[Data supplied — start]

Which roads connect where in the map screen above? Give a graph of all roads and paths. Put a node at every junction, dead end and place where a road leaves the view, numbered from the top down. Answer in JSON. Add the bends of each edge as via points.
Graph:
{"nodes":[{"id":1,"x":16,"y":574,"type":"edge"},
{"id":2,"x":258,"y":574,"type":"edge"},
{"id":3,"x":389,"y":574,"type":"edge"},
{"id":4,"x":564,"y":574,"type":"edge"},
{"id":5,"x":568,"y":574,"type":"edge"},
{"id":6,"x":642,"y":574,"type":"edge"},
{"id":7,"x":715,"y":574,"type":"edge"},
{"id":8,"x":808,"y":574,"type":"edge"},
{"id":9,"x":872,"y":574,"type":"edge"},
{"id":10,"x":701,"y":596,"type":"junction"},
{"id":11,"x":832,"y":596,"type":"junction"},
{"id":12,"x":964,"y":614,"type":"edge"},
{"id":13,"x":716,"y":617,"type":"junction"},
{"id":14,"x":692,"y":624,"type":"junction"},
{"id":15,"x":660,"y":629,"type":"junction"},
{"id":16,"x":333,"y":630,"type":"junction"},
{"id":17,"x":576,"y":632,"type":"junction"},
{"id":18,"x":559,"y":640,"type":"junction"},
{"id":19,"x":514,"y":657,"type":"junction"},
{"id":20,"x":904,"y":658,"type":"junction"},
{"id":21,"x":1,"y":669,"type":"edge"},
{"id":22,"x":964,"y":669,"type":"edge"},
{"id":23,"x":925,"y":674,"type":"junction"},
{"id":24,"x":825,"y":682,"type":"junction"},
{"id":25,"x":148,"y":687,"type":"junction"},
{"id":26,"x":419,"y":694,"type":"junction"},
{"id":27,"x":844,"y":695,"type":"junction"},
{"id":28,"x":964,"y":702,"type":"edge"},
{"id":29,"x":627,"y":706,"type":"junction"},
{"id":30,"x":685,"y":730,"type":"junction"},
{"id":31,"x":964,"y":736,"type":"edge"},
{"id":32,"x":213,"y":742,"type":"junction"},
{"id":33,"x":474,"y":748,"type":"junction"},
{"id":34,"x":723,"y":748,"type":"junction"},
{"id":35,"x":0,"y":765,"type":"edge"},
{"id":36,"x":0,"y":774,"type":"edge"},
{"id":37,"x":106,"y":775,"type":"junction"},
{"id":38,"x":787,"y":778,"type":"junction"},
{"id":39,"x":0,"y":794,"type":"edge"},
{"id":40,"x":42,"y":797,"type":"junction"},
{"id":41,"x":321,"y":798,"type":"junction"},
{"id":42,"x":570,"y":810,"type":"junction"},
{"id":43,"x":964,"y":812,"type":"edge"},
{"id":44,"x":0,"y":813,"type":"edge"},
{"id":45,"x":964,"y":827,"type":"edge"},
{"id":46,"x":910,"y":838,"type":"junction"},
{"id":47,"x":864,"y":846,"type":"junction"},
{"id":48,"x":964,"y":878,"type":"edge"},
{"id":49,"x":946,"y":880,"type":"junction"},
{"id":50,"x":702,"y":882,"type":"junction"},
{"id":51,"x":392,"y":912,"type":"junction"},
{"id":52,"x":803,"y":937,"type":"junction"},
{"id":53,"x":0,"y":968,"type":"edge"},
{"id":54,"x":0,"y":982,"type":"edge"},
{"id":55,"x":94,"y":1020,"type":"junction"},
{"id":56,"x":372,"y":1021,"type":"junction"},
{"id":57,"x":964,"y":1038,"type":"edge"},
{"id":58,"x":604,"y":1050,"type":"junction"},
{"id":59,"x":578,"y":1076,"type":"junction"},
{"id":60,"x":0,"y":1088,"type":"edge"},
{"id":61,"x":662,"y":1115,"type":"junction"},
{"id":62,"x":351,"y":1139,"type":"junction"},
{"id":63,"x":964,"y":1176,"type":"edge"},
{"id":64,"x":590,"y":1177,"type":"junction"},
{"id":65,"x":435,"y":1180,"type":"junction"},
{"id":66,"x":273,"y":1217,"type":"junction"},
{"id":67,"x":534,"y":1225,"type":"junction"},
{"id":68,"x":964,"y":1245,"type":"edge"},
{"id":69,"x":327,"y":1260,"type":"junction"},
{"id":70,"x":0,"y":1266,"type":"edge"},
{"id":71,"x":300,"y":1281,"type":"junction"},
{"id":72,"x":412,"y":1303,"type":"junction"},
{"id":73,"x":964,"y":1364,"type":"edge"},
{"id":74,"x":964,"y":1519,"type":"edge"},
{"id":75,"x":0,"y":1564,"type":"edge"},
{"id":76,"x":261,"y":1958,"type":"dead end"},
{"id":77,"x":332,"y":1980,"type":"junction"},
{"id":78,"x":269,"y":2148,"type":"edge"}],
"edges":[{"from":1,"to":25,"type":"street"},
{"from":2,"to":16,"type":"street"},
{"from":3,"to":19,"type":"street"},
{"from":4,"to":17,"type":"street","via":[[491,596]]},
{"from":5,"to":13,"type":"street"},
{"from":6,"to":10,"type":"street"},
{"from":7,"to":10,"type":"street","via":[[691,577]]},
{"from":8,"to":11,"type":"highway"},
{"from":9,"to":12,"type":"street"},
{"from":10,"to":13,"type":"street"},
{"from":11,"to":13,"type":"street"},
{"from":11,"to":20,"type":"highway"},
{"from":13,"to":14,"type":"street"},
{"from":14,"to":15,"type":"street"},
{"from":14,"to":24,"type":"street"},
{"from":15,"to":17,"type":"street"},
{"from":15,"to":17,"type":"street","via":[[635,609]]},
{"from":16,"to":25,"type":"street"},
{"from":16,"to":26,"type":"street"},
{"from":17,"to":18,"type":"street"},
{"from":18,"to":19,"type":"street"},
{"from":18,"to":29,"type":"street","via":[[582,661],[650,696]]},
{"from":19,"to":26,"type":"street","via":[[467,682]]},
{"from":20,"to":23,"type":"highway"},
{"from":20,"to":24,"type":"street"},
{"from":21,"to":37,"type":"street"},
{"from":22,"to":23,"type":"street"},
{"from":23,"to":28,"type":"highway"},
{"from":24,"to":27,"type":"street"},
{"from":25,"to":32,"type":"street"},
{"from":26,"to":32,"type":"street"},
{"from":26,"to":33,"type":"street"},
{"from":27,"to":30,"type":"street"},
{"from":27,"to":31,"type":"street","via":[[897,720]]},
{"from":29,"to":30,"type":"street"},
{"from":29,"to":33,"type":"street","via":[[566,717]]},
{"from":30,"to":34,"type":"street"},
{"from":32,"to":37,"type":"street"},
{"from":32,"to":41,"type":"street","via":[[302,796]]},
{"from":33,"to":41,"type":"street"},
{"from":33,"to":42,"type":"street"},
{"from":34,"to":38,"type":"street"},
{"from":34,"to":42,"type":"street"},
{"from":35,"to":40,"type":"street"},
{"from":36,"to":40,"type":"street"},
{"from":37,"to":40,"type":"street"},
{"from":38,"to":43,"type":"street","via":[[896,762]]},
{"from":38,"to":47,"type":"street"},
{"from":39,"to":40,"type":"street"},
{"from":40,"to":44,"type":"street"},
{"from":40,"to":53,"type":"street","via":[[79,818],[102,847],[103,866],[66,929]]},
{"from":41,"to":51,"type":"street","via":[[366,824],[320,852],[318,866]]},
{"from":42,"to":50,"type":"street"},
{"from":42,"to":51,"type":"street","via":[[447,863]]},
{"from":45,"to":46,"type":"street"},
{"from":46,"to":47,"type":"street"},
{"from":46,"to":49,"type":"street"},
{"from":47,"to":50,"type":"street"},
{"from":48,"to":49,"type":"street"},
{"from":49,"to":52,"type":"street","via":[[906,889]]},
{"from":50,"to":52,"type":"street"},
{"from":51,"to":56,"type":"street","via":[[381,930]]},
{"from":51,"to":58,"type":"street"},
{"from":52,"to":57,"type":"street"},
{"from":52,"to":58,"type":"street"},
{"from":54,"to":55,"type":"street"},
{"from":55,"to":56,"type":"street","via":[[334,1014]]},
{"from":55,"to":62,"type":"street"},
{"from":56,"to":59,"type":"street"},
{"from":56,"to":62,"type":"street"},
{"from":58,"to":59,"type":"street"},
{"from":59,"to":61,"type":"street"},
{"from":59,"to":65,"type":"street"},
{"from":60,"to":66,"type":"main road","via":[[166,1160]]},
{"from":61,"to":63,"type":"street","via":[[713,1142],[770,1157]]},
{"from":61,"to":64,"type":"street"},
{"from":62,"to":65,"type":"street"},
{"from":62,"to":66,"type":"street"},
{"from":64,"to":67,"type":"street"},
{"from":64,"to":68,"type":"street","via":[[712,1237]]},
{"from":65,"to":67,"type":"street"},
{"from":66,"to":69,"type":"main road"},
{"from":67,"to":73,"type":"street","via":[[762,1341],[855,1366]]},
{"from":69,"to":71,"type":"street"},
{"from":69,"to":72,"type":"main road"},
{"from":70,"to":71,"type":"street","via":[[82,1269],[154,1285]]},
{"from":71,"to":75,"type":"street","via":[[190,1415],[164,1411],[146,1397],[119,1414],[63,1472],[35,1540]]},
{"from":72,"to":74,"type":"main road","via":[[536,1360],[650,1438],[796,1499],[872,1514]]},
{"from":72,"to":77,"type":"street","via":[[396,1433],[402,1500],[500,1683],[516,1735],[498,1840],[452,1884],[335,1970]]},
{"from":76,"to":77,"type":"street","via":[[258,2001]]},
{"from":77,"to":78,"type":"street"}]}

[Data supplied — finish]

**Task requirements:** Please copy every line from the entries that includes the word "main".

**Output for this task:**
{"from":60,"to":66,"type":"main road","via":[[166,1160]]},
{"from":66,"to":69,"type":"main road"},
{"from":69,"to":72,"type":"main road"},
{"from":72,"to":74,"type":"main road","via":[[536,1360],[650,1438],[796,1499],[872,1514]]},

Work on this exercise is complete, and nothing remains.